Self-imposed success tax - Financial Literacy

Self-imposed success tax

When you make more money, you move up into higher income tax brackets. This progressive tax rate has been called a “success tax,” because the more you make, the higher the rate you are taxed. But this isn’t the only success tax, the other one is your increase from lifestyle spending.

When you were age 19, whatever level of quality you were content to own (from socks to cellphone) or consume (from alcohol to shampoo), it ratchets upward as your income increases. The items we buy today serve the same function as their cheaper competition, but we no longer consider purchasing the cheaper versions. This is called “lifestyle inflation” and it consumes an increasing amount of your income. An article by Derek Thompson highlights data indicating that on average, no matter what your level of income, 50% is spent on housing and transportation. So whether you make $40,000 or $400,000, the average American spends the same: half on housing and transportation. (This ratio is similar for Canada and UK as well).    

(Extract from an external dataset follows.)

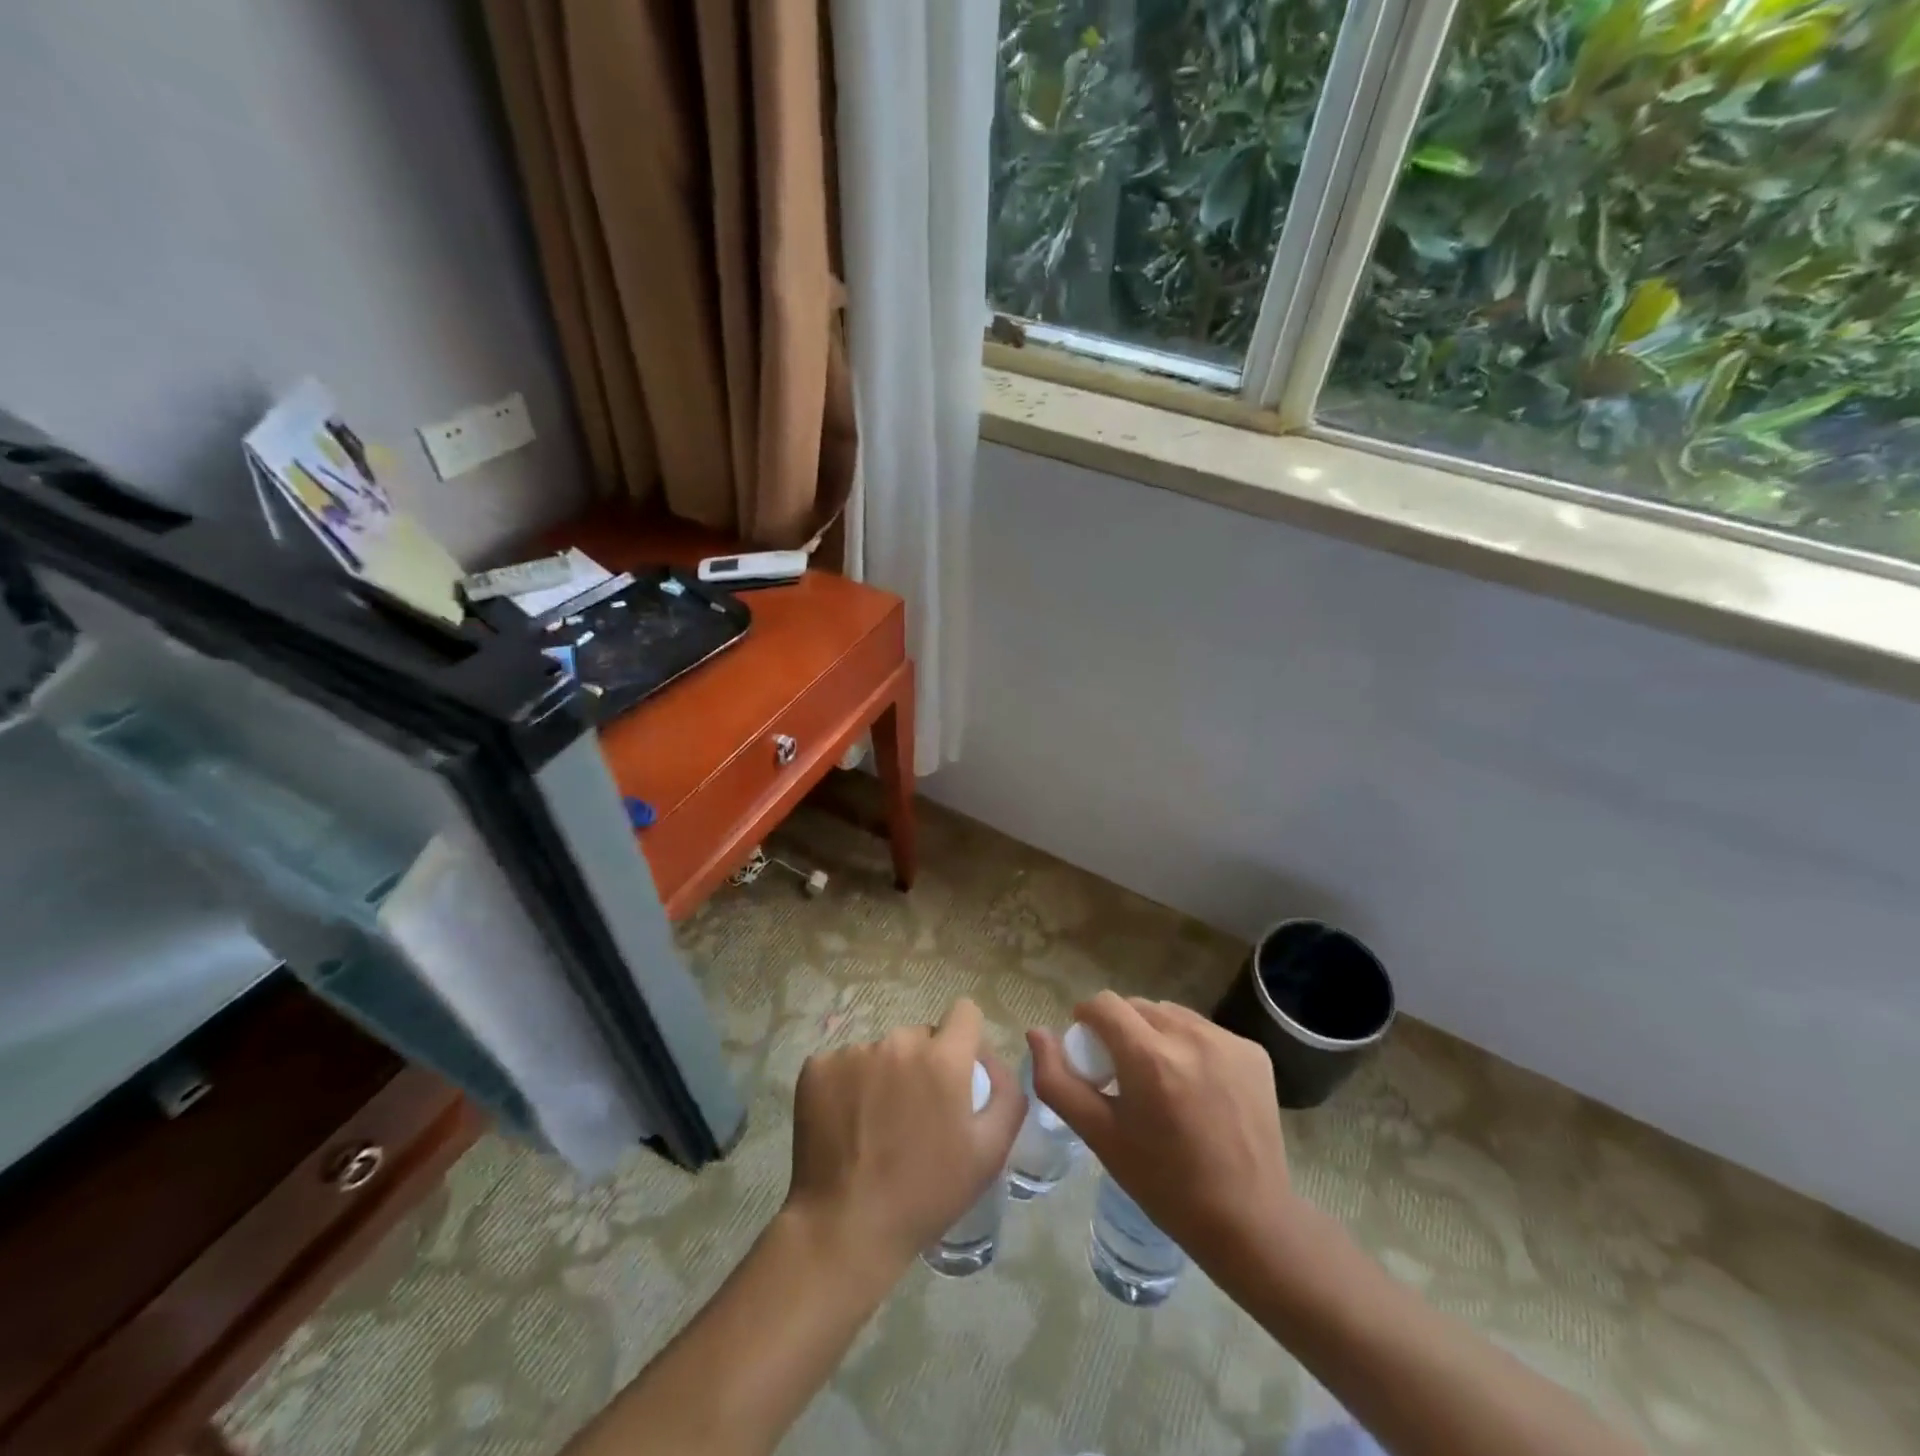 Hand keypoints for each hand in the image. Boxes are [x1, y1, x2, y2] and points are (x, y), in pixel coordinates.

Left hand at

Increasing your financial stability would be greatly advanced if instead, you controlled your lifestyle spending. Not just housing and transportation, but all areas. The average person does not control their spending and many require credit cards to pay for all of their over spending. It is always best if your personal ratios for any spending be FAR below the ratios for the average person (because the average person is always a very-poor money manager).

Let’s examine an item that most of us purchase – shoes.

  1. Were you content or in utter agony with a cheap pair of shoes when you were age 19?
  2. Sitting alone at your kitchen table, does it really matter if you have an expensive logo on your shoes?
  3. Are you able to experience appreciation for a new pair of shoes you just purchased, or do you immediately search for an even better pair to add to your large collection that you rarely use?
  4. Would you prefer to own a cheaper pair of shoes today or when you are elderly, being forced to wear a cheap pair of shoes when you need a more expensive pair with support and comfort?
  5. At the end of each month, do you have plenty of money to save and invest or do you increase your credit card balances?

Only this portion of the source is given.